Scalable First-Order Methods for Robust MDPs

11 May 2020  ·  Julien Grand-Clément, Christian Kroer ·

Robust Markov Decision Processes (MDPs) are a powerful framework for modeling sequential decision-making problems with model uncertainty. This paper proposes the first first-order framework for solving robust MDPs. Our algorithm interleaves primal-dual first-order updates with approximate Value Iteration updates.
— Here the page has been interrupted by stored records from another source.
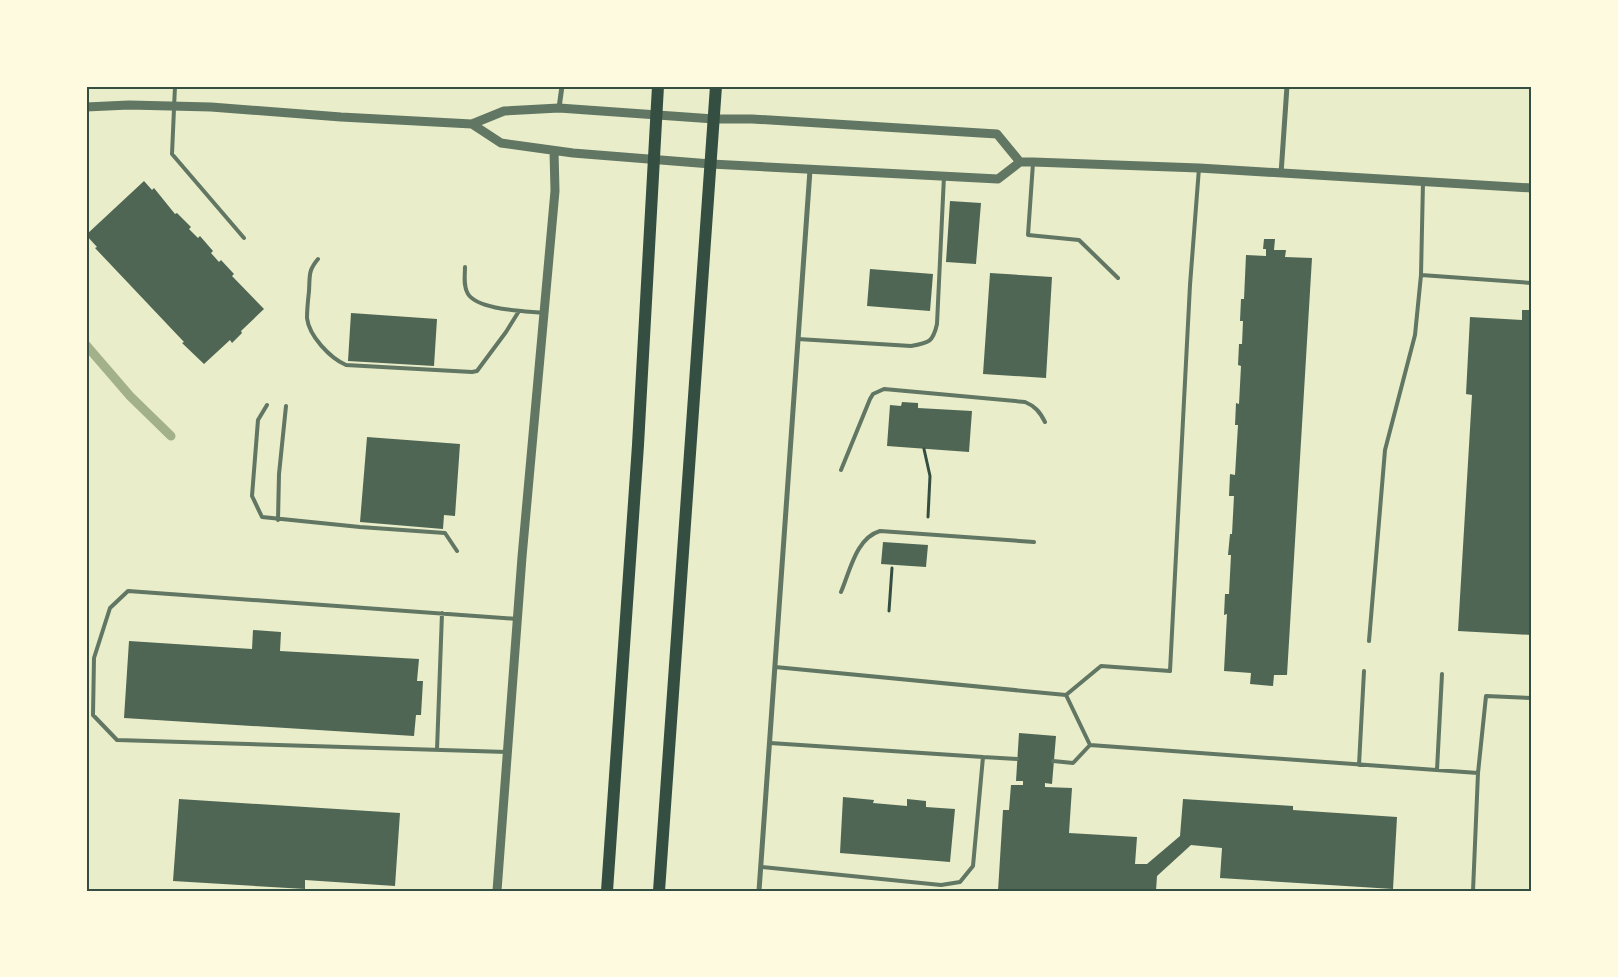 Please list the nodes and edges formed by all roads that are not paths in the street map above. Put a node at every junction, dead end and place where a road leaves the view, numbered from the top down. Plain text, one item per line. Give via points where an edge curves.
1 (175, 86) edge
2 (562, 86) edge
3 (658, 86) edge
4 (716, 86) edge
5 (1288, 86) edge
6 (173, 106) junction
7 (86, 108) edge
8 (559, 108) junction
9 (656, 115) junction
10 (714, 119) junction
11 (472, 124) junction
12 (554, 151) junction
13 (653, 160) junction
14 (1020, 162) junction
15 (1033, 162) junction
16 (711, 164) junction
17 (1199, 168) junction
18 (810, 170) junction
19 (1281, 174) junction
20 (944, 176) junction
21 (1423, 182) junction
22 (1532, 188) edge
23 (244, 238) dead end
24 (318, 259) dead end
25 (465, 267) dead end
26 (1421, 275) junction
27 (1118, 278) dead end
28 (1532, 283) edge
29 (519, 311) junction
30 (543, 313) junction
31 (798, 339) junction
32 (267, 405) dead end
33 (286, 406) dead end
34 (1045, 422) dead end
35 (841, 470) dead end
36 (278, 520) junction
37 (1034, 542) dead end
38 (457, 551) dead end
39 (841, 592) dead end
40 (442, 614) junction
41 (517, 619) junction
42 (1369, 641) dead end
43 (776, 667) junction
44 (1364, 671) dead end
45 (1442, 674) dead end
46 (1066, 695) junction
47 (1532, 698) edge
48 (770, 743) junction
49 (1090, 745) junction
50 (436, 750) junction
51 (508, 752) junction
52 (983, 757) junction
53 (1017, 759) dead end
54 (1053, 762) dead end
55 (1359, 765) junction
56 (1437, 770) junction
57 (1478, 773) junction
58 (761, 867) junction
59 (497, 891) edge
60 (607, 891) edge
61 (660, 891) edge
62 (759, 891) edge
63 (1472, 891) edge

1 - 6 lane
2 - 8 street
3 - 9 main road
4 - 10 main road
5 - 19 street
6 - 7 street
6 - 11 street
6 - 23 lane via 172,154
8 - 9 street
8 - 11 street via 504,111
9 - 10 street
9 - 13 main road
10 - 14 street via 997,134
10 - 16 main road
11 - 12 street via 501,143
12 - 13 street
12 - 30 street via 555,191
13 - 16 street
13 - 60 main road via 638,445
14 - 15 street
14 - 20 street via 998,179
15 - 17 street
15 - 27 lane via 1028,235 1079,240
16 - 18 street
16 - 61 main road
17 - 19 street
17 - 46 lane via 1170,671 1101,666
18 - 20 street
18 - 31 street
19 - 21 street
20 - 31 lane via 937,324 935,335 928,343 911,346
21 - 22 street
21 - 26 lane
24 - 29 lane via 310,269 309,326 332,357 346,365 477,371
25 - 29 lane via 465,284 472,298 482,304
26 - 28 lane
26 - 42 lane via 1415,335 1385,450
29 - 30 lane
30 - 41 street
31 - 43 street
32 - 36 lane via 258,420 252,496 262,517
33 - 36 lane via 278,474
34 - 35 lane via 1041,413 1025,402 884,390 873,394 870,399
36 - 38 lane via 445,533
37 - 39 lane via 880,532 868,536 858,550
40 - 41 lane
40 - 50 lane
40 - 50 lane via 128,591 110,608 94,658 93,715 116,740
41 - 51 street
43 - 46 lane
43 - 48 street
44 - 55 lane
45 - 56 lane
46 - 49 lane
47 - 57 lane via 1486,696
48 - 52 lane
48 - 58 street
49 - 54 lane via 1073,762
49 - 55 lane
50 - 51 lane
51 - 59 street
52 - 53 lane
52 - 58 lane via 973,866 960,882 941,885
55 - 56 lane
56 - 57 lane
57 - 63 lane
58 - 62 street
By carefully controlling the tradeoff between the accuracy and cost of Value Iteration updates, we achieve an ergodic convergence rate of $O \left( A^{2} S^{3}\log(S)\log(\epsilon^{-1}) \epsilon^{-1} \right)$ for the best choice of parameters on ellipsoidal and Kullback-Leibler $s$-rectangular uncertainty sets, where $S$ and $A$ is the number of states and actions, respectively. Our dependence on the number of states and actions is significantly better (by a factor of $O(A^{1.5}S^{1.5})$) than that of pure Value Iteration algorithms. In numerical experiments on ellipsoidal uncertainty sets we show that our algorithm is significantly more scalable than state-of-the-art approaches. Our framework is also the first one to solve robust MDPs with $s$-rectangular KL uncertainty sets.